Soon enough, Elizabeth is imprisoned in the Tower of London, a scene that looks like something out of Dante’s “Inferno” as she is taken her cell through the dark bowels of the tower, the heads of decapitated heretics and criminals staring vacantly at her from poles set in the Styx-like river. At the same time, cancer-ridden Mary writhes on her bed and shocks Norfolk (a chilling Christopher Eccleston), the military mastermind who will stop at nothing to keep Elizabeth from the throne, and the rest of the court by refusing to sign over her kingdom and her half-sister’s birthright. Before the second reel is through, Elizabeth is crowned queen and thrust into a whole new world of pain and suffering at the hands of regal decorum and those who would rather see her Protestant soul dead than let her rule another day.
The remainder of the film devotes itself to the ins and outs of royal conspiracy, making clear that being a monarch is anything but roses.

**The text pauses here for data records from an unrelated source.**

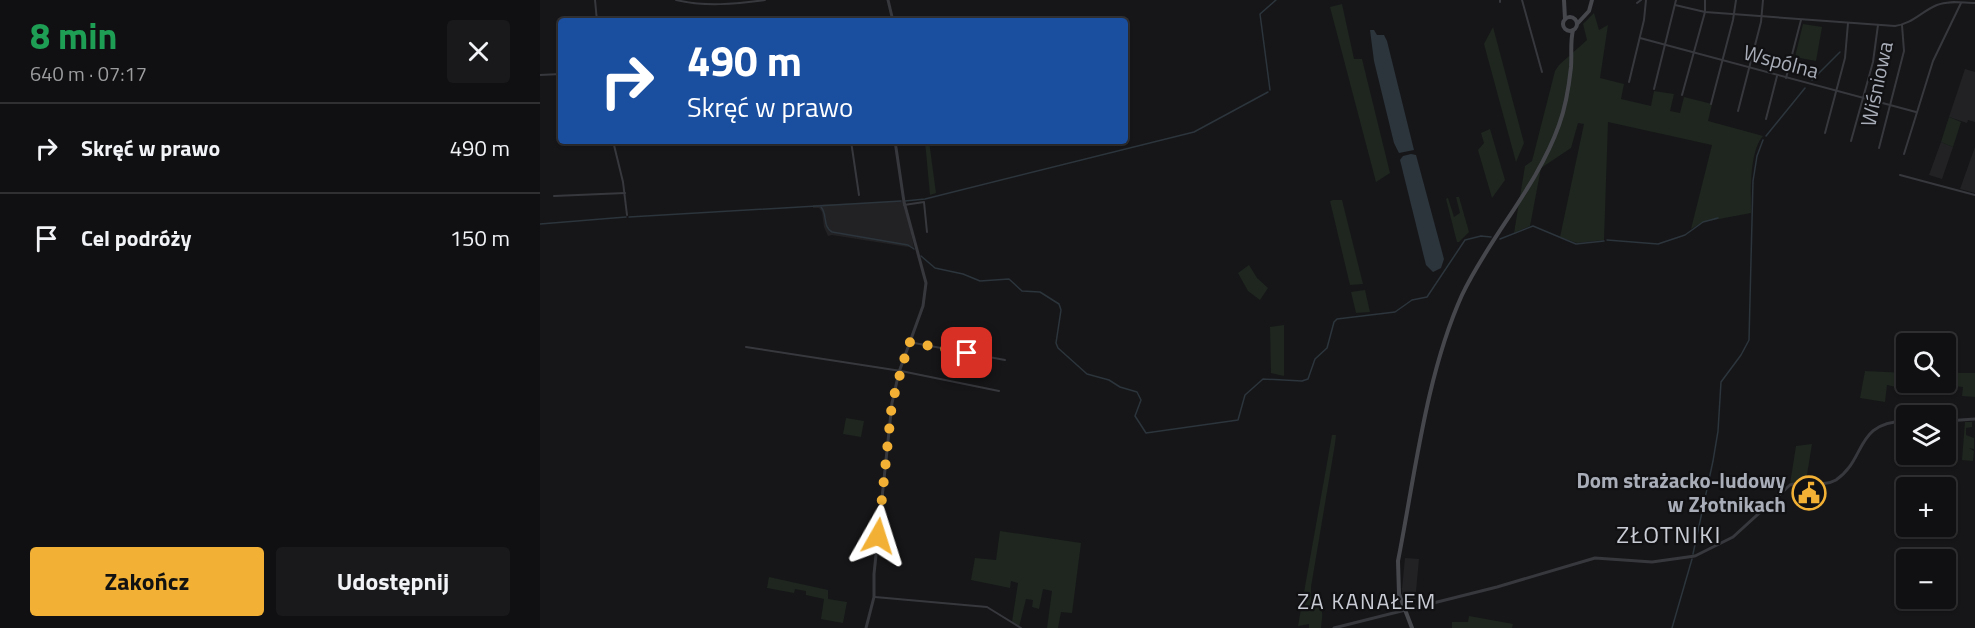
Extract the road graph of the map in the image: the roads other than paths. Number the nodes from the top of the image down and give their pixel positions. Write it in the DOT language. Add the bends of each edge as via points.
graph roads {
  1 [pos="595,0"];
  2 [pos="676,0"];
  3 [pos="765,0"];
  4 [pos="888,0"];
  5 [pos="1522,0"];
  6 [pos="1564,0"];
  7 [pos="1592,0"];
  8 [pos="1646,0"];
  9 [pos="1676,0"];
  10 [pos="1705,0"];
  11 [pos="1736,0"];
  12 [pos="1764,0"];
  13 [pos="1961,3"];
  14 [pos="1975,3"];
  15 [pos="1676,5"];
  16 [pos="1566,8"];
  17 [pos="1705,12"];
  18 [pos="1734,14"];
  19 [pos="1584,17"];
  20 [pos="1762,17"];
  21 [pos="597,18"];
  22 [pos="892,18"];
  23 [pos="1573,19"];
  24 [pos="1565,20"];
  25 [pos="1801,20"];
  26 [pos="1848,23"];
  27 [pos="1577,25"];
  28 [pos="1878,25"];
  29 [pos="1902,25"];
  30 [pos="1574,30"];
  31 [pos="1567,31"];
  32 [pos="1640,38"];
  33 [pos="1571,42"];
  34 [pos="1665,45"];
  35 [pos="1694,53"];
  36 [pos="1722,62"];
  37 [pos="1749,69"];
  38 [pos="1542,72"];
  39 [pos="558,74"];
  40 [pos="540,75"];
  41 [pos="1777,76"];
  42 [pos="1786,78"];
  43 [pos="1629,82"];
  44 [pos="1654,89"];
  45 [pos="1836,92"];
  46 [pos="1682,95"];
  47 [pos="1863,99"];
  48 [pos="1711,104"];
  49 [pos="1890,106"];
  50 [pos="1738,111"];
  51 [pos="1916,112"];
  52 [pos="1766,119"];
  53 [pos="1825,133"];
  54 [pos="1851,141"];
  55 [pos="614,144"];
  56 [pos="851,144"];
  57 [pos="895,144"];
  58 [pos="1879,148"];
  59 [pos="1904,154"];
  60 [pos="1900,174"];
  61 [pos="625,193"];
  62 [pos="859,195"];
  63 [pos="1975,195"];
  64 [pos="554,196"];
  65 [pos="904,205"];
  66 [pos="627,215"];
  67 [pos="927,232"];
  68 [pos="909,342"];
  69 [pos="746,347"];
  70 [pos="1005,360"];
  71 [pos="899,372"];
  72 [pos="999,391"];
  73 [pos="1975,419"];
  74 [pos="1956,420"];
  75 [pos="1896,422"];
  76 [pos="874,597"];
  77 [pos="1403,610"];
  78 [pos="866,628"];
  79 [pos="1021,628"];
  80 [pos="1334,628"];
  81 [pos="1412,628"];
  1 -- 21 [label="street"];
  2 -- 3 [label="street" via="699,5"];
  4 -- 22 [label="street"];
  5 -- 38 [label="street"];
  6 -- 16 [label="main road"];
  7 -- 19 [label="main road"];
  8 -- 32 [label="street"];
  9 -- 15 [label="street"];
  10 -- 17 [label="street"];
  11 -- 18 [label="street"];
  12 -- 20 [label="street"];
  13 -- 14 [label="street"];
  13 -- 29 [label="street" via="1937,5"];
  13 -- 51 [label="street" via="1936,55"];
  15 -- 17 [label="street"];
  15 -- 34 [label="street"];
  16 -- 23 [label="main road"];
  16 -- 24 [label="main road"];
  17 -- 18 [label="street"];
  17 -- 35 [label="street"];
  18 -- 20 [label="street"];
  18 -- 36 [label="street"];
  19 -- 23 [label="main road"];
  19 -- 27 [label="main road"];
  20 -- 25 [label="street"];
  20 -- 37 [label="street"];
  23 -- 24 [label="main road"];
  23 -- 27 [label="main road"];
  24 -- 31 [label="main road" via="1563,26"];
  25 -- 26 [label="street"];
  25 -- 42 [label="street"];
  26 -- 28 [label="street"];
  26 -- 45 [label="street" via="1845,58"];
  27 -- 30 [label="main road"];
  28 -- 29 [label="street"];
  28 -- 47 [label="street"];
  29 -- 49 [label="street, Wiśniowa" via="1904,51"];
  30 -- 31 [label="main road"];
  30 -- 33 [label="main road"];
  31 -- 33 [label="main road"];
  32 -- 34 [label="street, Wspólna"];
  32 -- 43 [label="street"];
  33 -- 77 [label="main road" via="1569,85 1552,142 1470,280 1438,362 1398,561"];
  34 -- 35 [label="street, Wspólna"];
  34 -- 44 [label="street"];
  35 -- 36 [label="street, Wspólna"];
  35 -- 46 [label="street"];
  36 -- 37 [label="street, Wspólna"];
  36 -- 48 [label="street"];
  37 -- 41 [label="street, Wspólna"];
  37 -- 50 [label="street"];
  39 -- 40 [label="street"];
  41 -- 42 [label="street, Wspólna"];
  41 -- 52 [label="street"];
  42 -- 45 [label="street, Wspólna"];
  45 -- 47 [label="street, Wspólna"];
  45 -- 53 [label="street"];
  47 -- 49 [label="street, Wspólna"];
  47 -- 54 [label="street"];
  49 -- 51 [label="street, Wspólna"];
  49 -- 58 [label="street, Wiśniowa"];
  51 -- 59 [label="street"];
  55 -- 61 [label="street"];
  56 -- 62 [label="street"];
  57 -- 65 [label="street"];
  60 -- 63 [label="street"];
  61 -- 64 [label="street"];
  61 -- 66 [label="street"];
  65 -- 67 [label="street" via="924,202"];
  65 -- 68 [label="street" via="926,283 923,306"];
  68 -- 70 [label="street"];
  68 -- 71 [label="street"];
  69 -- 71 [label="street"];
  71 -- 72 [label="street"];
  71 -- 76 [label="street" via="892,403"];
  73 -- 74 [label="street"];
  75 -- 77 [label="street" via="1872,432 1835,480 1790,485 1733,537 1695,556 1652,562 1595,558"];
  76 -- 78 [label="street"];
  76 -- 79 [label="street" via="987,607"];
  77 -- 80 [label="street"];
  77 -- 81 [label="main road"];
}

Elizabeth must contend with traitorous advisors and endless parade of courtiers who would love to see her take a long walk off a short pier. Luckily, she finds in Sir Francis Walsingham (Geoffrey Rush) an ally who is her saving grace more than once during her reign. Walsingham’s motives are hard to read, sometimes damn near inscrutable, and it is even harder to tell whose side he is on until the very end. The crosses and double-crosses the script presents prime the viewer to expect nothing to be what it seems and so the alliance between Elizabeth and Walsingham often seems tenuous and untrustworthy.

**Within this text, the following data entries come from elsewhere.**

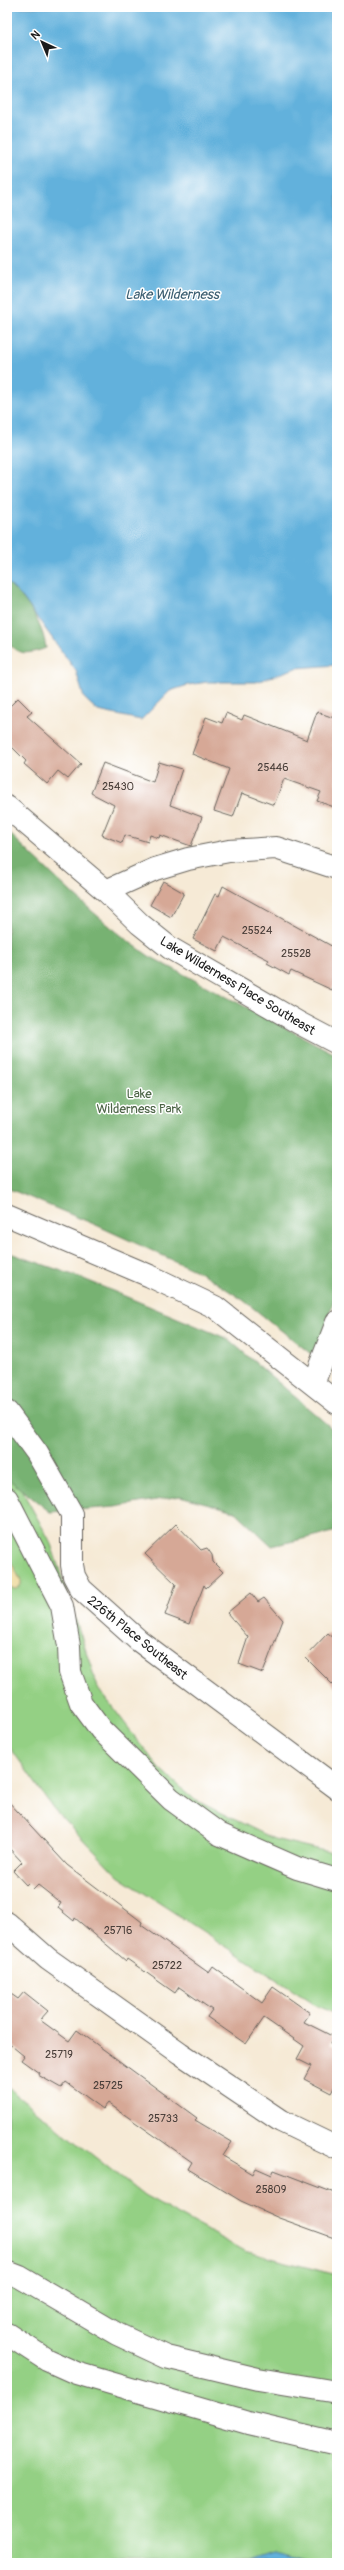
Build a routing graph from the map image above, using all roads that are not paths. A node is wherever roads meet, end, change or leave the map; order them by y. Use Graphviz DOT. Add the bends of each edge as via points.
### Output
graph roads {
  1 [pos="7,807"];
  2 [pos="337,868"];
  3 [pos="106,891"];
  4 [pos="337,1043"];
  5 [pos="7,1215"];
  6 [pos="337,1322"];
  7 [pos="313,1384"];
  8 [pos="337,1403"];
  9 [pos="7,1412"];
  10 [pos="7,1499"];
  11 [pos="337,1788"];
  12 [pos="337,1880"];
  13 [pos="7,1923"];
  14 [pos="337,2148"];
  15 [pos="7,2272"];
  16 [pos="7,2334"];
  17 [pos="337,2392"];
  18 [pos="337,2444"];
  1 -- 3 [label="street, Lake Wilderness Place Southeast"];
  2 -- 3 [label="street" via="276,848 229,851 155,869"];
  3 -- 4 [label="street, Lake Wilderness Place Southeast" via="140,924 170,948"];
  5 -- 7 [label="street" via="150,1276 215,1307"];
  6 -- 7 [label="street"];
  7 -- 8 [label="street"];
  9 -- 11 [label="street, 226th Place Southeast" via="37,1454 72,1514 72,1565 81,1589 138,1640"];
  10 -- 12 [label="street" via="62,1606 69,1646 70,1672 81,1703 101,1730 171,1799 219,1834 297,1868"];
  13 -- 14 [label="street" via="48,1959 187,2057 281,2121"];
  15 -- 17 [label="street" via="20,2277 117,2334 166,2357 258,2378"];
  16 -- 18 [label="street" via="47,2360 76,2373 248,2423"];
}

At times, though, the confusion just doesn’t matter in the face of Blanchett’s performance as Elizabeth. Seen previously opposite the elder Fiennes in “Oscar and Lucinda,” she is clear-eyed and flame-haired, capable of unbridled passion and disregard for the mores and conventions of the court as she brings Lord Robert to her bed and makes restrained court dances appear as sexy as the lambada. As her trusted circle shrinks and the political and romantic casualties mount, her Elizabeth grows icy and distant, learning to rely only on herself in matters of the mind and heart. When she finally reemerges as the “virgin queen,” married to all England instead of any one man, her unquestionable authority is a far cry from the innocent schoolgirl we see at the beginning of the film. Experience has made Elizabeth nothing if not wise, and Blanchett’s self- possession enables her to go the distance.

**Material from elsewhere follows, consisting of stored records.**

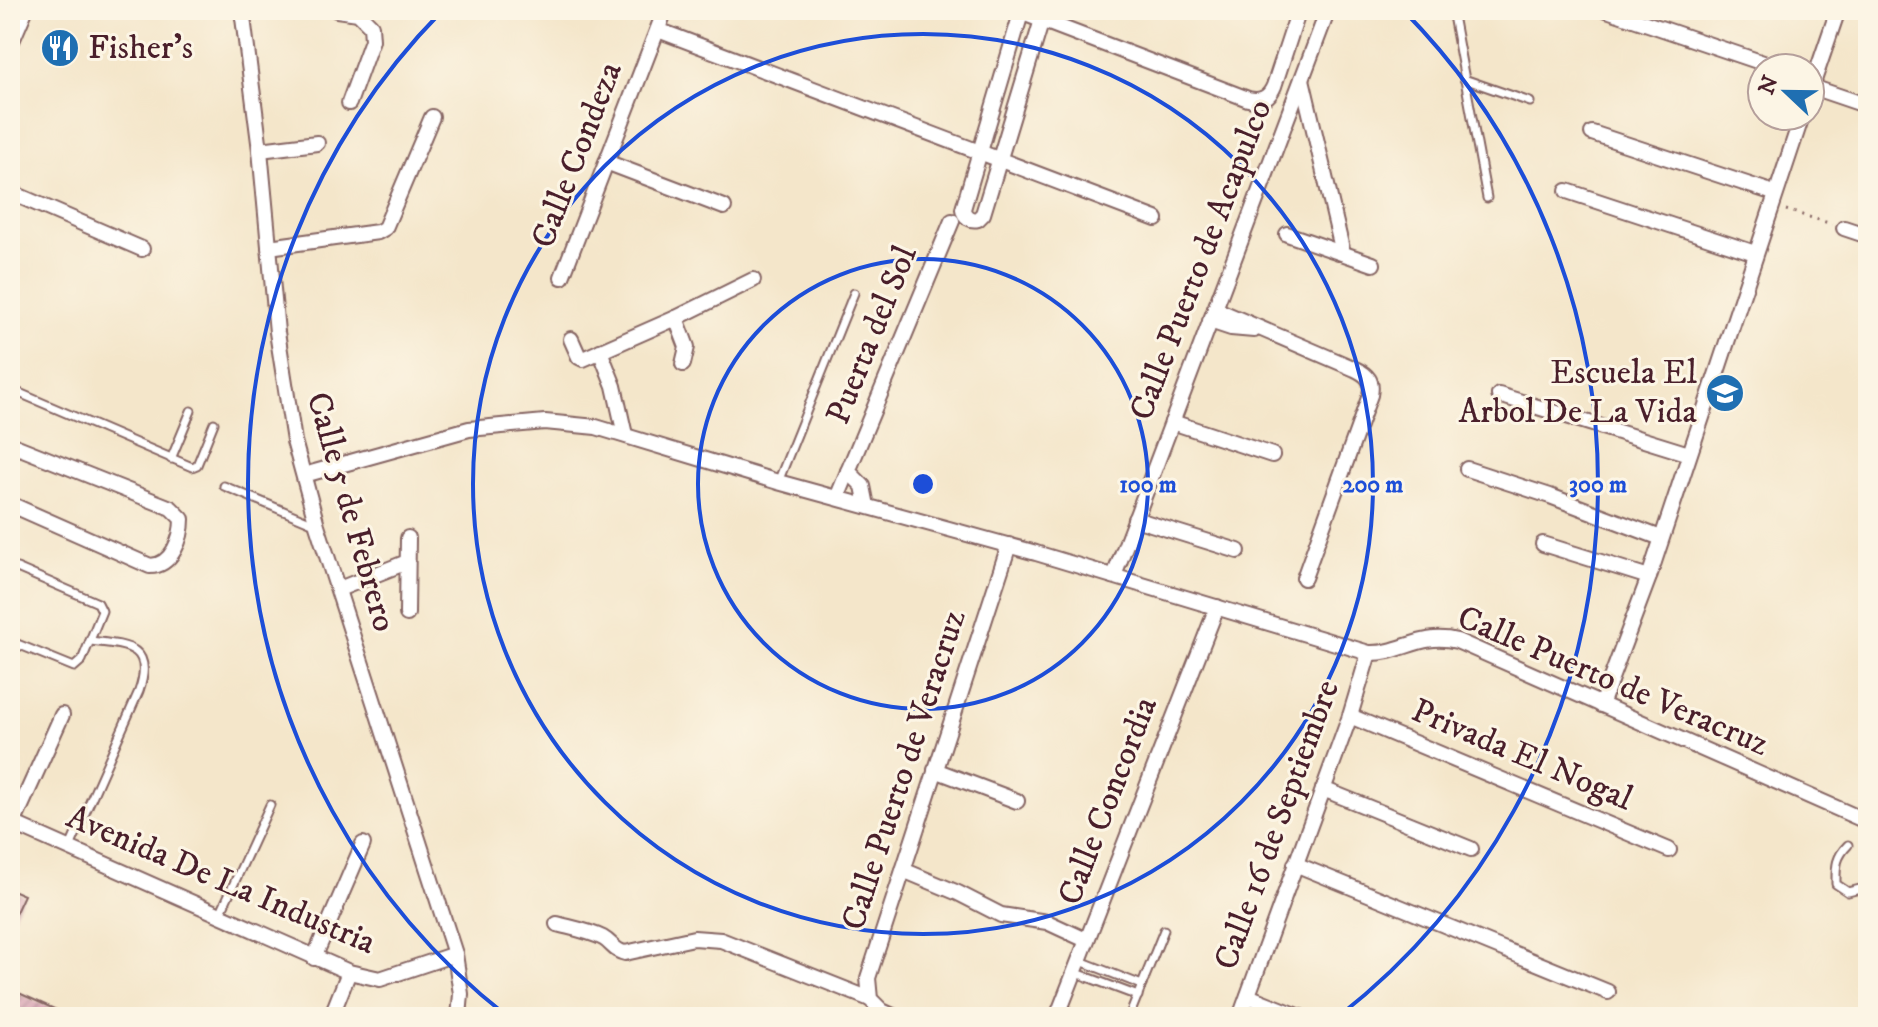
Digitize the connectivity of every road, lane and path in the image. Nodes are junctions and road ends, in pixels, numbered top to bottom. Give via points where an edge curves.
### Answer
1 (22, 10) edge
2 (242, 10) edge
3 (337, 10) edge
4 (665, 10) edge
5 (1299, 10) edge
6 (1328, 10) edge
7 (1452, 10) edge
8 (1607, 10) edge
9 (1838, 10) edge
10 (1019, 11) edge
11 (1043, 15) edge
12 (658, 30) junction
13 (10, 38) edge
14 (1823, 52) edge
15 (1746, 57) edge
16 (1302, 79) junction
17 (1464, 79) junction
18 (1826, 91) edge
19 (1530, 102) dead end
20 (349, 103) dead end
21 (1868, 106) edge
22 (432, 117) dead end
23 (1796, 132) edge
24 (1592, 133) dead end
25 (317, 143) dead end
26 (260, 150) junction
27 (981, 152) junction
28 (1001, 160) junction
29 (606, 162) junction
30 (1567, 191) dead end
31 (10, 192) edge
32 (1487, 198) dead end
33 (1772, 199) junction
34 (724, 207) dead end
35 (1156, 219) dead end
36 (952, 221) dead end
37 (1844, 228) joint
38 (1287, 234) dead end
39 (1868, 236) edge
40 (269, 247) junction
41 (142, 249) dead end
42 (1343, 253) junction
43 (1755, 253) junction
44 (1373, 264) dead end
45 (562, 277) dead end
46 (753, 280) dead end
47 (854, 293) dead end
48 (1212, 315) junction
49 (676, 318) junction
50 (571, 339) dead end
51 (600, 351) junction
52 (683, 364) dead end
53 (10, 389) edge
54 (1499, 395) dead end
55 (191, 411) dead end
56 (1172, 422) junction
57 (214, 423) dead end
58 (625, 435) junction
59 (10, 444) edge
60 (1689, 454) junction
61 (1272, 455) dead end
62 (171, 459) junction
63 (1467, 469) dead end
64 (848, 471) junction
65 (304, 475) junction
66 (778, 482) junction
67 (224, 486) dead end
68 (837, 498) junction
69 (10, 504) edge
70 (867, 506) junction
71 (1135, 519) junction
72 (317, 525) junction
73 (408, 538) dead end
74 (1661, 538) junction
75 (1543, 544) dead end
76 (1009, 545) junction
77 (1238, 551) dead end
78 (407, 562) junction
79 (17, 568) dead end
80 (1114, 576) junction
81 (1649, 577) junction
82 (1304, 578) dead end
83 (339, 589) junction
84 (1217, 607) junction
85 (407, 614) dead end
86 (10, 641) edge
87 (90, 641) junction
88 (1369, 653) junction
89 (1601, 705) junction
90 (62, 715) dead end
91 (1350, 716) junction
92 (935, 770) junction
93 (1323, 789) junction
94 (1017, 801) dead end
95 (270, 805) dead end
96 (1868, 822) edge
97 (12, 823) edge
98 (363, 844) dead end
99 (1848, 845) dead end
100 (69, 849) junction
101 (1471, 849) dead end
102 (1669, 850) dead end
103 (1295, 864) junction
104 (903, 870) junction
105 (1868, 887) edge
106 (219, 916) junction
107 (557, 924) dead end
108 (1164, 930) dead end
109 (1086, 940) junction
110 (455, 954) junction
111 (314, 958) junction
112 (1076, 966) junction
113 (349, 972) junction
114 (1142, 985) junction
115 (1608, 992) dead end
116 (1138, 996) junction
117 (1248, 996) junction
118 (870, 999) junction
119 (885, 1015) edge
120 (331, 1017) edge
121 (459, 1017) edge
122 (1057, 1017) edge
123 (1129, 1017) edge
124 (1240, 1017) edge
125 (1301, 1017) edge

1 - 13 main road
2 - 26 street, Calle 5 de Febrero
3 - 20 street via 358,13 371,26 372,40
4 - 12 street, Calle Condeza
5 - 11 street via 1274,86 1264,99 1248,99
6 - 16 street, Calle Puerto de Acapulco
7 - 17 lane
8 - 15 street
9 - 14 street
10 - 11 street
10 - 27 street
11 - 28 street
12 - 27 street
12 - 29 street, Calle Condeza
16 - 42 street
16 - 48 street, Calle Puerto de Acapulco
17 - 19 lane
17 - 32 lane
18 - 21 street
22 - 40 street via 385,228
23 - 33 street
24 - 33 street
25 - 26 street
26 - 40 street, Calle 5 de Febrero
27 - 28 street
27 - 28 street via 963,209 968,218 983,214
28 - 35 street
29 - 34 street
29 - 45 street, Calle Condeza
30 - 43 street
31 - 41 street
33 - 37 path
33 - 43 street
36 - 64 street, Puerta del Sol
37 - 39 street
38 - 42 street
40 - 65 street, Calle 5 de Febrero via 287,407
42 - 44 street
43 - 60 street
46 - 49 street
47 - 66 lane
48 - 56 street, Calle Puerto de Acapulco
48 - 82 street via 1355,369 1371,381
49 - 51 street
49 - 52 street via 687,347
50 - 51 street via 583,359
51 - 58 street
53 - 62 lane
54 - 60 street
55 - 62 lane
56 - 61 street
56 - 71 street, Calle Puerto de Acapulco
57 - 62 lane via 197,465
58 - 65 street, Calle Puerto de Veracruz via 563,423 496,425
58 - 66 street, Calle Puerto de Veracruz
59 - 69 street via 171,508 182,519 182,528 169,559 150,566
60 - 74 street
63 - 74 street
64 - 68 street, Puerta del Sol
64 - 70 street, Puerta del Sol via 863,486
65 - 72 street, Calle 5 de Febrero
66 - 68 street, Calle Puerto de Veracruz
67 - 72 lane
68 - 70 street, Calle Puerto de Veracruz
70 - 76 street, Calle Puerto de Veracruz
71 - 77 street
71 - 80 street, Calle Puerto de Acapulco
72 - 83 street, Calle 5 de Febrero
73 - 78 street
74 - 81 street
75 - 81 street
76 - 80 street, Calle Puerto de Veracruz
76 - 92 street, Calle Puerto de Veracruz
78 - 83 street
78 - 85 street
79 - 87 lane via 100,605
80 - 84 street, Calle Puerto de Veracruz
81 - 89 street
83 - 110 street, Calle 5 de Febrero
84 - 88 street, Calle Puerto de Veracruz
84 - 109 street, Calle Concordia
86 - 87 lane via 74,667
87 - 100 lane via 136,651 144,673
88 - 89 street, Calle Puerto de Veracruz via 1446,639
88 - 91 street, Calle 16 de Septiembre
89 - 96 street, Calle Puerto de Veracruz
90 - 97 street
91 - 93 street, Calle 16 de Septiembre
91 - 102 street, Privada El Nogal
92 - 94 street
92 - 104 street, Calle Puerto de Veracruz
93 - 101 street
93 - 103 street, Calle 16 de Septiembre
95 - 106 lane
97 - 100 street, Avenida De La Industria
98 - 111 street
99 - 105 lane via 1835,864 1836,884 1848,892
100 - 106 street, Avenida De La Industria
103 - 115 street
103 - 117 street, Calle 16 de Septiembre
104 - 109 street via 1001,915 1047,922
104 - 118 street, Calle Puerto de Veracruz via 868,978
106 - 111 street, Avenida De La Industria
107 - 118 street via 591,933 625,953 694,938 721,940
108 - 114 lane
109 - 112 street, Calle Concordia
110 - 113 street, Avenida De La Industria via 380,979
110 - 121 street, Calle 5 de Febrero
111 - 113 street, Avenida De La Industria
112 - 114 lane
112 - 116 lane
112 - 122 street, Calle Concordia
113 - 120 street
114 - 116 lane
116 - 123 lane
117 - 124 street, Calle 16 de Septiembre
117 - 125 street
118 - 119 street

If not for Blanchett’s strong showing and top-drawer support from the remaining cast, the thematic issues presented by “Elizabeth” would be more troublesome. As it is, they are tricky; the film has difficulty deciding whether it wants to be about the religious division between Protestants and Catholics or the subversive feminism that Elizabeth brings with her to the palace, periodically providing clues that it really wants to be about both. Its scope is far too large for the amount of time allotted to each of these directions. “Elizabeth” succeeds far more as a tale of feminist revisionist history than one of religious conflict, most certainly because of Blanchett’s powerful showing.
Despite these problems, “Elizabeth” is absorbing and does live up to bill of thrills. Kapur’s direction is lavish and at times inspired; he shoots the opening scene of heretics burning at the stake entirely in overhead shots, implying that a disapproving God is watching the madness down below but powerless to stop it or pass judgment – or perhaps that he is cheering them on. Later, he enacts an Elizabethan-style rendition of the famous parallel action execution-during-baptism scene from “The Godfather” that actually works. Because of the alternating sweeping austerity and luxurious images, Kapur succeeds in surpassing the perplexing aspects of the plot, and together with Blanchett elevates “Elizabeth” to a position worthy of this new “historical thriller” genre.